The revival on the project in 1994 was greatly aided by a grant of equipment and student labor from the Department of Near Eastern Studies. The work plan for the revival of the project drew heavily on experience Dr. Batke had gained working with text archives he had built at Duke University and at Johns Hopkins. His work as one of the designers of the Duke Language Toolkit made it easy for him to grasp the quite involved procedures for entering and editing the texts with right-to-left display and Hebrew screen and printer fonts. This is a quite esoteric area of DOS computing.

Starting in the Fall of 1994, Dr. Batke designed a workplan to 1. demonstrate the technical feasibility of right-to-left indexing with WordCruncher; 2. to consolidate the individual transcription files into large files encompassing entire collections; 3. to design a flexible markup that would retrieve the crucial shelf-information of a document and would be flexible enough not to preclude other markup-schemes.

A series of consultations between Prof. Cohen and Dr. Batke yielded a working prototype of some 200 "documents" in the provisional corpus that are housed in the Bodleian Library, Oxford.

On the basis of this working prototype, the Department of Near Eastern Studies allocated $6000 to purchase two new 486 PC's and to hire a post-doc with expertise in the Geniza to assemble the collections.

In June 1995, Dr. Hassan Khalilieh was hired to start work on the corpus. His tasks included marking up the self-information, standardizing the "document descriptions" and separating the Hebrew text from the English descriptions and formatting information. In addition, Dr. Khalileh added a general category of the "document" based on its content.

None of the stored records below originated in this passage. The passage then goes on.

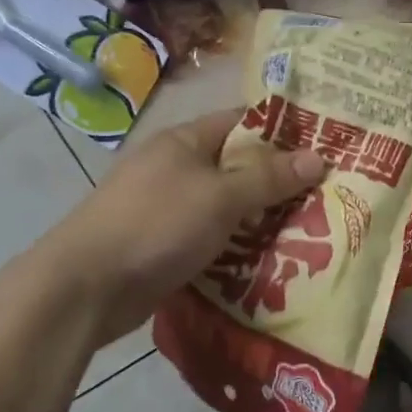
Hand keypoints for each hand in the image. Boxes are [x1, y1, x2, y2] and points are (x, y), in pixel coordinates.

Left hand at [40, 109, 327, 338]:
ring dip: (261, 218)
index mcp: (185, 141)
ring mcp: (167, 207)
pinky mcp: (163, 244)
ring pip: (227, 205)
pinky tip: (270, 259)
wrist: (84, 288)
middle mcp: (176, 168)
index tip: (325, 146)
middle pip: (238, 166)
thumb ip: (270, 178)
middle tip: (327, 195)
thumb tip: (319, 157)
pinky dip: (238, 244)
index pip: (243, 123)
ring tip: (311, 230)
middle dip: (279, 181)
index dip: (284, 132)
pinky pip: (212, 236)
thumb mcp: (221, 197)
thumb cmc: (156, 225)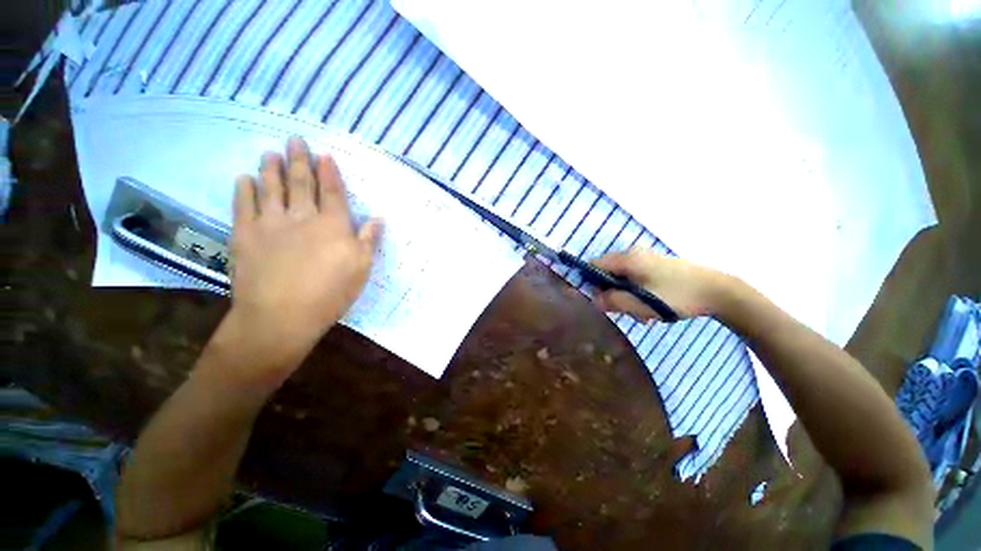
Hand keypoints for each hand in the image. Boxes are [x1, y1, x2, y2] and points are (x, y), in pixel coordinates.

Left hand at [224, 137, 381, 373]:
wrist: (282, 316)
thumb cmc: (330, 294)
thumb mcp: (361, 269)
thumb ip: (368, 240)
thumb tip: (378, 218)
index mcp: (333, 226)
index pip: (333, 192)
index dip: (330, 172)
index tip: (325, 155)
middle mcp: (302, 217)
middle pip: (302, 183)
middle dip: (300, 160)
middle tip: (295, 141)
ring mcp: (271, 223)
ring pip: (271, 188)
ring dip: (272, 168)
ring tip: (271, 153)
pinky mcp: (245, 234)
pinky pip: (243, 204)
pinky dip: (244, 189)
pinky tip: (244, 178)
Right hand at [590, 248, 733, 320]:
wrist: (719, 291)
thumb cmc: (677, 296)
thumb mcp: (641, 304)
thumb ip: (613, 301)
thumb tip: (594, 300)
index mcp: (627, 259)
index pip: (594, 265)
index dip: (590, 282)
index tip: (600, 300)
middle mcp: (634, 254)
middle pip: (608, 273)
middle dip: (612, 293)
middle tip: (625, 311)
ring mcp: (646, 259)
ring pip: (623, 278)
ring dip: (627, 297)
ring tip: (643, 315)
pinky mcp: (657, 266)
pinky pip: (636, 278)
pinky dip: (638, 293)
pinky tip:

At the present moment (June, 1996) all 2300 texts are being coded for indexing in WordCruncher. Additional work of proofreading will then be done using the word-wheel. Soon thereafter, a CD-ROM will be prepared, including the provisional corpus plus the search-and-retrieval software. After trials at Princeton, the package will be made available to scholars and libraries. As the corpus is enlarged in subsequent years (subject to adequate funding), the CD-ROM will be updated periodically.

Looking down the road, another desideratum involves creating digitized images of the actual documents so users can compare transcriptions with originals on their monitors, and even recommend corrections to be incorporated into the database. A parallel goal entails making retrieval of text and of digitized images accessible on the World Wide Web.